Daniel’s mother came out of the kitchen. “Don’t tell me you’re back again,” she began to say to the police chief, then saw me. “Oh, Molly, it’s you. This man keeps trying to see Daniel.”

“I think Daniel is now well enough for a visit,” I said, “and I’m sure he’ll want to be brought up to date with everything that has happened.”

“If you think so.” She gave me a look of resigned disgust. “You are his wife, after all.”

“Yes, I am. This way, please,” I said brightly and escorted the police chief up the stairs. As I had surmised, Daniel was pleased to see him. I decided that the police chief would speak more freely if they were alone.

“Don’t tire him out, Chief Prescott,” I said. “I’ll leave you two to talk.”

And I bowed out of the room. New York, I thought. I needed to go back to New York to find out about that list of place-names. But I could hardly leave Daniel again. Who could I send in my place? I wondered if any of the Hannan family clan could be considered an ally, then I remembered Eliza’s relieved face when she said, “It wasn’t one of us.” No. They’d want Kathleen to be guilty and this nightmare to be behind them.

I went into the drawing room and took paper from the desk, then I wrote a note to Sid and Gus. I need to speak with one of you on an urgent matter. Could one of you be spared for a while?

I blotted it and took it to the policeman at the front door. He agreed to deliver it and a few minutes later Sid appeared.

“Molly, you’re back. I suppose you’ve heard the news. What a sad, sad business. She seems such a sweet, gentle, pathetic little thing. And she’s inconsolable about the housekeeper.”

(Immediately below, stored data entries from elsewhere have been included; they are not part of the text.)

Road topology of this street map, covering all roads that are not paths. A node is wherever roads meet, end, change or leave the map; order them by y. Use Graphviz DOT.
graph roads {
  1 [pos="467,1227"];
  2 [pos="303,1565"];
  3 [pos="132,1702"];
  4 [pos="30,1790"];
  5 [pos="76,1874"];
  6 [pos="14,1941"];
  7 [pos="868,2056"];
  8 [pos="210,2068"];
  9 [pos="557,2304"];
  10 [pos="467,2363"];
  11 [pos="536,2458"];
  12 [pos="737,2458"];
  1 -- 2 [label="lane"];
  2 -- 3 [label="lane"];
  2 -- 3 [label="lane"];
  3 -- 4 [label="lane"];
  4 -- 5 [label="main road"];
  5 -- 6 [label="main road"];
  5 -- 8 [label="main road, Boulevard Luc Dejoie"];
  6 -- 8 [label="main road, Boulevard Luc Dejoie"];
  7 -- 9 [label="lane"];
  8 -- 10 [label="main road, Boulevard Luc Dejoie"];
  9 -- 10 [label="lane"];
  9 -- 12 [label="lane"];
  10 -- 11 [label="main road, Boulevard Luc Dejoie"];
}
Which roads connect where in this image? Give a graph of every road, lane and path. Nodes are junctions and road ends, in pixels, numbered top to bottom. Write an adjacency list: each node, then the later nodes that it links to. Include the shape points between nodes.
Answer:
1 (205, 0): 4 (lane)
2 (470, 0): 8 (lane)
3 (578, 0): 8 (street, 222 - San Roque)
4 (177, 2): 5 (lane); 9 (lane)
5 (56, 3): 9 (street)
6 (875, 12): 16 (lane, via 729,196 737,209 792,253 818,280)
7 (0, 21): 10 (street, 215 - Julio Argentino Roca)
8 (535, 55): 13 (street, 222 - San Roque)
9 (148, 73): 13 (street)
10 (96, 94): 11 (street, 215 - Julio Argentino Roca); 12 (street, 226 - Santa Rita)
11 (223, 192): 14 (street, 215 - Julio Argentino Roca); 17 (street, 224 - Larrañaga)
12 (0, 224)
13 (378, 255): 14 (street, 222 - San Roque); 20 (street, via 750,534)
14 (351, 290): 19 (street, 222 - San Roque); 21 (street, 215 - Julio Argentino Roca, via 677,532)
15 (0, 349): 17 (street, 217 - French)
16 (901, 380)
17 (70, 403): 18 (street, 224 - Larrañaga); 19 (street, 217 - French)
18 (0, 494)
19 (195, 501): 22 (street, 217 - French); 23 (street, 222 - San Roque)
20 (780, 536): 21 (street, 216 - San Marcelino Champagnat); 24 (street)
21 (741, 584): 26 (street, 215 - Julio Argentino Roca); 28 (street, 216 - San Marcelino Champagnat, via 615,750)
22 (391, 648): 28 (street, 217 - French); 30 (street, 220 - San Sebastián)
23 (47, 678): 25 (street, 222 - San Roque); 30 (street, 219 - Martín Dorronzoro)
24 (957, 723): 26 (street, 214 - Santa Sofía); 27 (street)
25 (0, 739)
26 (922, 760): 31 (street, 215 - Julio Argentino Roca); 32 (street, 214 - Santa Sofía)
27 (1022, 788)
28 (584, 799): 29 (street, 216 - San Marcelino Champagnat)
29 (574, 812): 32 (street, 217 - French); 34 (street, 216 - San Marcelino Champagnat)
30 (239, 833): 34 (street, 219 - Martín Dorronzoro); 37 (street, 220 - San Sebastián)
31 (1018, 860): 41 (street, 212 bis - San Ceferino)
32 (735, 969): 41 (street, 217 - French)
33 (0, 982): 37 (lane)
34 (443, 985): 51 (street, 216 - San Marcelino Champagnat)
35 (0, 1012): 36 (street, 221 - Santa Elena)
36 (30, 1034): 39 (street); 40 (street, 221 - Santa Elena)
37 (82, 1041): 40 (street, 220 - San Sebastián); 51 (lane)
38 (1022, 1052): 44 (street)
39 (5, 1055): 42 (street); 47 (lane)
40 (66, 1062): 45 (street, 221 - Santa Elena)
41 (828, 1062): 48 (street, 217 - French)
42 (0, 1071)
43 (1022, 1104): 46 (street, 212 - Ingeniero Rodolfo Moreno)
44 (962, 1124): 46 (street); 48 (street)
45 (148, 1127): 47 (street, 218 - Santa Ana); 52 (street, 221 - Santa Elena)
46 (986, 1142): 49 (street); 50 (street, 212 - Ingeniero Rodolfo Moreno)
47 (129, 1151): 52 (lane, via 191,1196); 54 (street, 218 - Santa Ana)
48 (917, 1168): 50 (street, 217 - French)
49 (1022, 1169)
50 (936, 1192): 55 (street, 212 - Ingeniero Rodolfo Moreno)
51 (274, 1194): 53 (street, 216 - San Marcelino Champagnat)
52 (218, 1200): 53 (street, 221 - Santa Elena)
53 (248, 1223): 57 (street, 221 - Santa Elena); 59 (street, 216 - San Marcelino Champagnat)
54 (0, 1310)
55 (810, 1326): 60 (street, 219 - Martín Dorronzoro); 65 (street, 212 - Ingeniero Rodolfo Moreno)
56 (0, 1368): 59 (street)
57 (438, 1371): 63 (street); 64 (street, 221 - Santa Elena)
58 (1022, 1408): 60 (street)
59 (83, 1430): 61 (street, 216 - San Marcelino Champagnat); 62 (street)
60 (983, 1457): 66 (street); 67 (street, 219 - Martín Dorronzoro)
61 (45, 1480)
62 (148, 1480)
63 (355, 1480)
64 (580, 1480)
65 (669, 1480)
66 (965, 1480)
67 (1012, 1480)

“I tried to persuade them to invite Dr. Birnbaum to examine her,” I said.

“What an excellent idea.”

“But they rejected it,” I finished. “I think everyone wants to believe her guilty.”

“And you still don’t?”

“I really don’t want to. I know all the evidence points to her, but something else came up when I was in New York. A list of place-names on Brian Hannan’s desk—and they seem to be places where Father Patrick Hannan has been a priest. I’d really like to go back to the city and check them out, but I shouldn’t leave Daniel again.”

“So you’d like one of us to do it.” Sid had a great way of reading my mind. “I’d be happy to. To tell you the truth, I’m finding being with that child most disturbing. Gus is so much better at this sort of thing and if anyone can get through to her, Gus will. So tell me what you’d like me to do?”

“I’m not quite sure,” I said. “I have a list of five place-names and I suspect they are all in the Hudson Valley. Could you check the archives of The New York Times and the Herald and see if these names turn up in any context in the last year or so?”